Trail Map

The History of Merrimac Farm

Merrimac Farm was originally part of the Brent Town grant. The Brent Town Tract was divided in 1737 giving Samuel Hayward 7,500 acres on the northwest side of Cedar Run.  Hayward sold 1,000 acres, including the portion that became Merrimac Farm, to Henry Fitzhugh in 1738. 

Henry Fitzhugh, of "Bedford" in Stafford County, died in 1758.  His will (dated 1757, probated 1759) says, "I give to my son Thomas one moiety [half] of my Brent Town land now in his possession according to a division lately made by his brother Henry to him ... to my son John Fitzhugh the other moiety ... now in his possession."

In 1813, Edward Fitzhugh advertised the sale of the 600-acre farm, called Green Level, where he resided.
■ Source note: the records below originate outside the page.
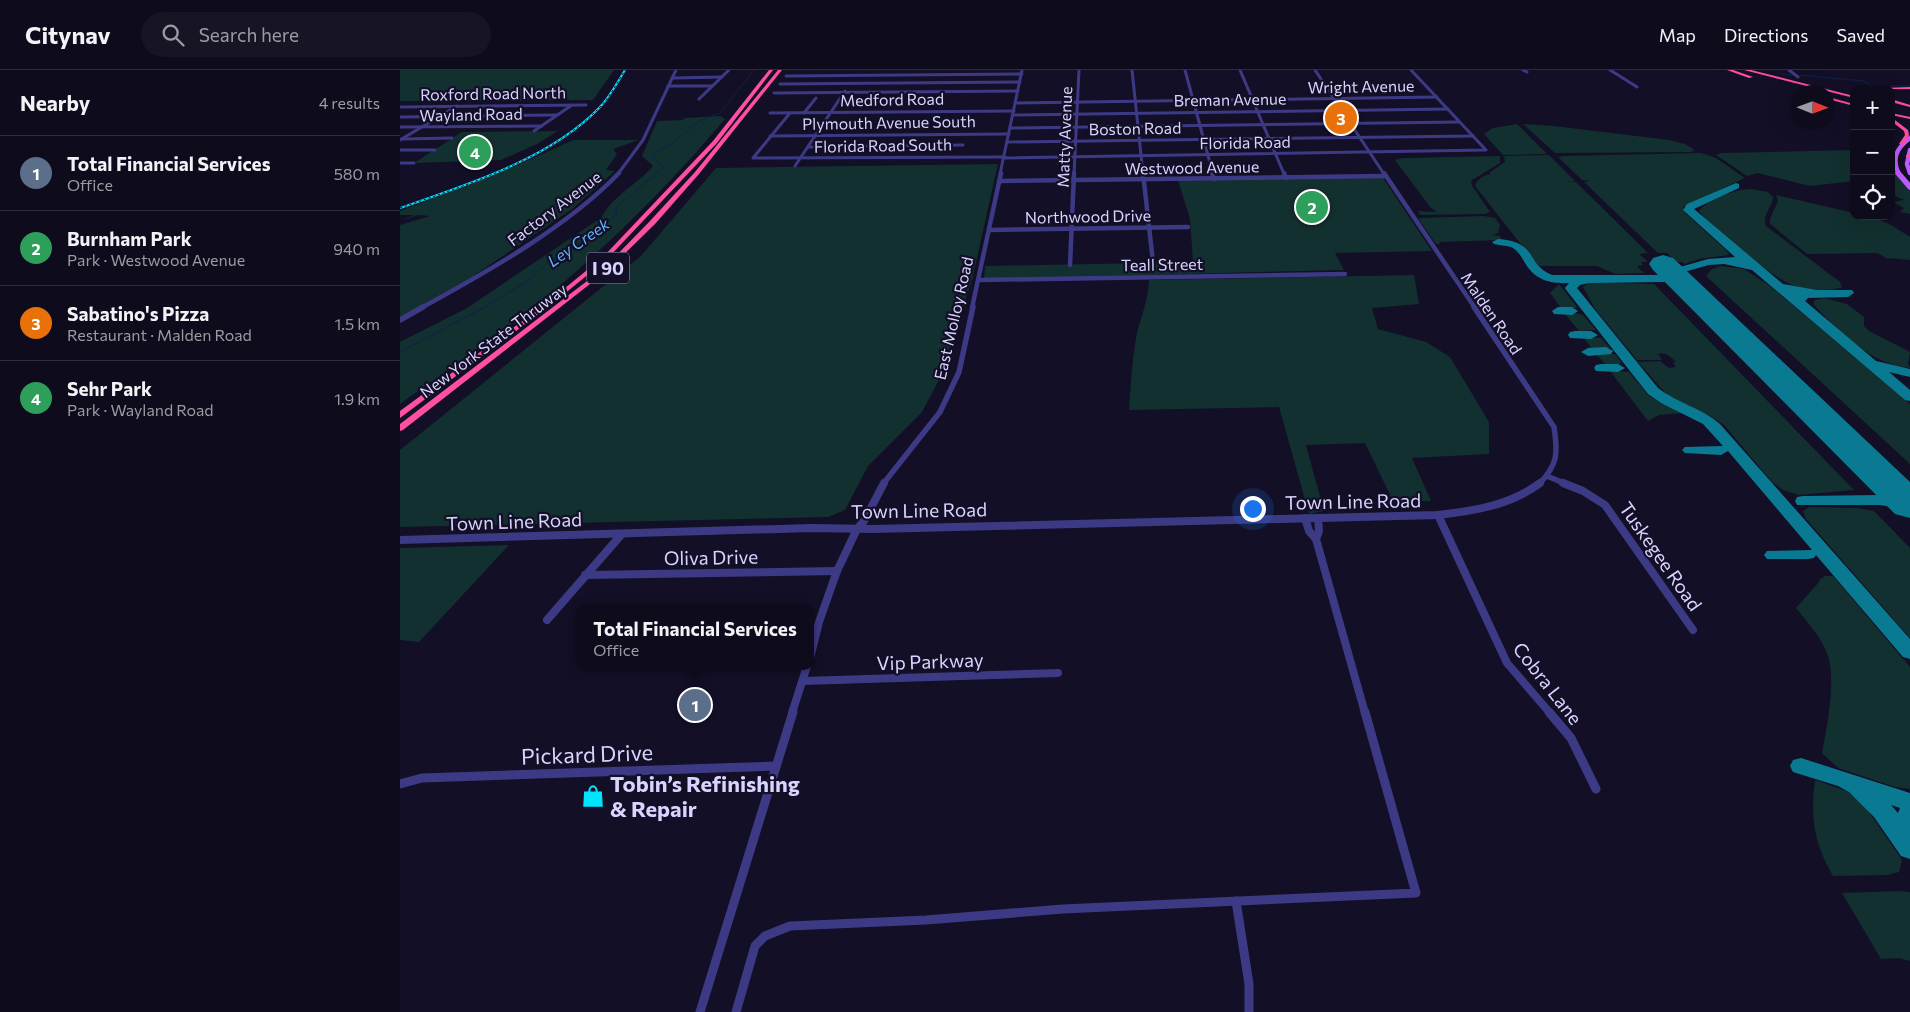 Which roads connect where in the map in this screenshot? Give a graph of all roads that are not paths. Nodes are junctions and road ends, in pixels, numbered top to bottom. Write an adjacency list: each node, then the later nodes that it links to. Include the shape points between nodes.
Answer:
1 (676, 70): 29 (street, Factory Avenue)
2 (729, 70): 27 (street)
3 (771, 70): 145 (highway, New York State Thruway / I 90, via 714,142 605,258)
4 (780, 70): 146 (highway, New York State Thruway / I 90, via 726,140 606,270)
5 (790, 70): 25 (street)
6 (859, 70): 26 (street)
7 (944, 70): 24 (street)
8 (1079, 70): 57 (street, Matty Avenue)
9 (1132, 70): 56 (street)
10 (1185, 70): 53 (street)
11 (1240, 70): 54 (street)
12 (1316, 70): 52 (street, Malden Road)
13 (1411, 70): 47 (street)
14 (1523, 70): 23 (street)
15 (1610, 70): 38 (street)
16 (1724, 70): 30 (highway)
17 (1728, 70): 30 (highway)
18 (1736, 70): 35 (highway)
19 (1747, 70): 42 (highway); 50 (highway)
20 (1758, 70): 43 (highway)
21 (1789, 70): 28 (street)
22 (1022, 72): 24 (street); 32 (street, East Molloy Road)
23 (1527, 72)
24 (941, 75): 26 (street); 33 (street)
25 (786, 76): 26 (street); 34 (street, via 780,84)
26 (856, 76): 34 (street)
27 (722, 77): 29 (street); 37 (street)
28 (1798, 77)
29 (672, 78): 36 (street, Factory Avenue)
30 (1755, 78): 31 (highway)
31 (1762, 80)
32 (1020, 82): 33 (street); 41 (street, East Molloy Road)
33 (938, 83): 34 (street)
34 (850, 84): 44 (street)
35 (1795, 85)
36 (668, 86): 37 (street); 144 (street, Factory Avenue, via 640,144 612,181 523,248)
37 (712, 86): 48 (street)
38 (1636, 87)
39 (1910, 88): 40 (highway)
40 (1895, 89)
41 (1018, 91): 44 (street); 59 (street, East Molloy Road)
42 (1850, 92)
43 (1850, 92)
44 (844, 93): 45 (street); 69 (street)
45 (774, 94)
46 (1835, 95): 51 (highway)
47 (1437, 97): 52 (street, Wright Avenue); 66 (street)
48 (699, 98)
49 (816, 98): 74 (street)
50 (1850, 98)
51 (1850, 98)
52 (1334, 99): 54 (street, Wright Avenue); 68 (street, Malden Road)
53 (1194, 100): 54 (street, Wright Avenue); 56 (street, Wright Avenue); 70 (street)
54 (1253, 100): 71 (street)
55 (1835, 100): 60 (highway)
56 (1136, 101): 57 (street, Wright Avenue); 76 (street)
57 (1078, 102): 59 (street, Wright Avenue); 78 (street, Matty Avenue)
58 (1895, 102): 64 (highway)
59 (1016, 103): 75 (street, East Molloy Road)
60 (1850, 104)
61 (572, 105): 62 (street, Roxford Road North); 63 (street, Roxford Road North); 79 (street)
62 (586, 105)
63 (458, 106): 65 (street, Roxford Road North); 81 (street)
64 (1910, 106)
65 (400, 107)
66 (1448, 109): 68 (street, Breman Avenue); 85 (street)
67 (1895, 109): 77 (highway)
68 (1342, 111): 71 (street, Breman Avenue); 86 (street, Malden Road)
69 (833, 112): 74 (street, Medford Road); 75 (street, Medford Road); 99 (street)
70 (1197, 112): 71 (street, Breman Avenue); 76 (street, Breman Avenue); 88 (street)
71 (1258, 112): 87 (street)
72 (770, 113): 73 (street, Medford Road)
73 (790, 113): 74 (street, Medford Road); 98 (street)
74 (804, 113)
75 (1013, 113): 78 (street, Breman Avenue); 94 (street, East Molloy Road)
76 (1137, 113): 78 (street, Breman Avenue); 90 (street)
77 (1910, 113)
78 (1077, 114): 93 (street, Matty Avenue)
79 (558, 115): 81 (street); 89 (street)
80 (1895, 115): 83 (highway)
81 (440, 116): 82 (street); 92 (street)
82 (400, 117)
83 (1910, 118)
84 (1895, 121): 110 (highway, via 1906,130)
85 (1459, 122): 86 (street); 100 (street)
86 (1351, 123): 87 (street); 102 (street, Malden Road)
87 (1263, 124): 88 (street); 105 (street)
88 (1200, 125): 90 (street); 106 (street)
89 (542, 126): 92 (street, Wayland Road); 95 (street)
90 (1138, 126): 93 (street); 107 (street)
91 (400, 127): 92 (street, Wayland Road)
92 (422, 127): 104 (street)
93 (1076, 127): 94 (street); 109 (street, Matty Avenue)
94 (1010, 128): 97 (street, East Molloy Road)
95 (534, 131)
96 (966, 134): 97 (street, Plymouth Avenue South); 99 (street, Plymouth Avenue South); 111 (street)
97 (1009, 134): 108 (street, East Molloy Road)
98 (770, 136): 99 (street, Plymouth Avenue South); 124 (street, Florida Road South, via 753,158)
99 (817, 136): 112 (street)
100 (1473, 136): 102 (street, Boston Road); 116 (street, Florida Road, via 1485,151)
101 (452, 138): 104 (street)
102 (1360, 138): 105 (street, Boston Road); 116 (street, Malden Road)
103 (1910, 138): 110 (main road)
104 (401, 139)
105 (1269, 139): 106 (street, Boston Road); 117 (street)
106 (1204, 140): 107 (street, Boston Road); 118 (street)
107 (1140, 141): 109 (street, Boston Road); 120 (street)
108 (1007, 142): 109 (street, Boston Road); 122 (street, East Molloy Road)
109 (1076, 142): 123 (street, Matty Avenue)
110 (1902, 144): 135 (main road, via 1895,155 1895,165)
111 (963, 145): 112 (street); 121 (street)
112 (808, 147): 124 (street)
113 (400, 150): 114 (street)
114 (435, 150)
115 (1910, 150): 119 (main road)
116 (1370, 153): 117 (street, Florida Road); 129 (street, Malden Road)
117 (1276, 154): 118 (street, Florida Road); 130 (street)
118 (1208, 155): 120 (street, Florida Road); 131 (street)
119 (1909, 155): 128 (main road, via 1907,166)
120 (1142, 156): 123 (street, Florida Road); 132 (street)
121 (959, 157): 122 (street, Florida Road South); 124 (street, Florida Road South)
122 (1005, 157): 123 (street, Florida Road); 133 (street, East Molloy Road)
123 (1075, 157): 134 (street, Matty Avenue)
124 (800, 159): 127 (street)
125 (400, 163): 126 (street)
126 (414, 163)
127 (795, 166)
128 (1910, 173)
129 (1386, 176): 130 (street, Westwood Avenue); 147 (street, Malden Road, via 1554,427 1558,456)
130 (1286, 178): 131 (street, Westwood Avenue)
131 (1214, 179): 132 (street, Westwood Avenue)
132 (1144, 180): 134 (street, Westwood Avenue); 137 (street)
133 (998, 181): 134 (street, Westwood Avenue); 139 (street, East Molloy Road)
134 (1074, 181): 138 (street, Matty Avenue)
135 (1910, 188)
136 (1188, 227): 137 (street, Northwood Drive)
137 (1150, 228): 138 (street, Northwood Drive); 140 (street)
138 (1072, 229): 139 (street, Northwood Drive); 141 (street, Matty Avenue)
139 (989, 230): 143 (street, East Molloy Road)
140 (1153, 262)
141 (1070, 265)
142 (1345, 274): 143 (street, Teall Street)
143 (979, 280): 151 (street, East Molloy Road, via 959,372 946,402 886,479)
144 (400, 320)
145 (400, 415)
146 (400, 428)
147 (1547, 476): 148 (street, Malden Road, via 1524,494 1505,502 1470,512); 158 (street, Tuskegee Road, via 1583,491 1605,505)
148 (1438, 515): 150 (street, Town Line Road); 165 (street, Cobra Lane, via 1508,664 1571,738)
149 (1305, 518): 150 (street, Town Line Road); 151 (street, Town Line Road); 153 (street)
150 (1318, 518): 153 (street)
151 (857, 529): 152 (street, Town Line Road); 155 (street, East Molloy Road)
152 (621, 534): 154 (street, Town Line Road); 156 (street)
153 (1316, 539): 166 (street, via 1416,893)
154 (400, 540)
155 (838, 570): 156 (street, Oliva Drive); 159 (street, East Molloy Road)
156 (585, 575): 157 (street)
157 (547, 620)
158 (1693, 630)
159 (814, 642)
160 (807, 670): 162 (street)
161 (1058, 672): 162 (street, Vip Parkway)
162 (803, 681): 163 (street)
163 (776, 766): 164 (street, Pickard Drive, via 422,778); 167 (street)
164 (400, 784)
165 (1596, 789)
166 (1236, 901): 168 (street, via 790,926 764,936 755,946); 169 (street, via 1249,984)
167 (700, 1012)
168 (736, 1012)
169 (1249, 1012)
Green Level was purchased by the French family.

Headstone of Susan FrenchMembers of the French Family are buried in the Cemetery that is part of Merrimac Farms. Three markers of family members have been found, and further work is planned to further search for graves, delineate the cemetery, and repair the damaged markers.

It has been estimated that there may be as many as 100 graves in the cemetery. One of the grave markers mentioned that one of the children, Susan A. died of consumption, (tuberculosis) at age 22 in 1846.

In 1853, Elisha Osmon was the owner of Green Level, and it was divided into smaller parcels in 1865. The portion of Green Level that became Merrimac Farm was purchased by James Kiewit in 1882. It remained in the Kiewit family until 1923, when it was sold to the Hooe family.

The Hooe family sold the property to the Reading Family in 1939. In 1959, Philip B. Reading and Marie H. Reading sold the property to Dean Noyes (Mac) McDowell and Mary Benz McDowell. The McDowells renamed the property Merrimac Farm in recognition of the given name of Mary and the nickname of Dean.

In January 2008, the Virginia Dept. of Game and Inland Fisheries purchased Merrimac Farm through a conservation partnership formed between the Prince William Conservation Alliance, Marine Corps Base Quantico and the Virginia Dept. of Game & Inland Fisheries.

Merrimac Farm was Virginia's 37th Wildlife Management Area and the first to be located in Northern Virginia.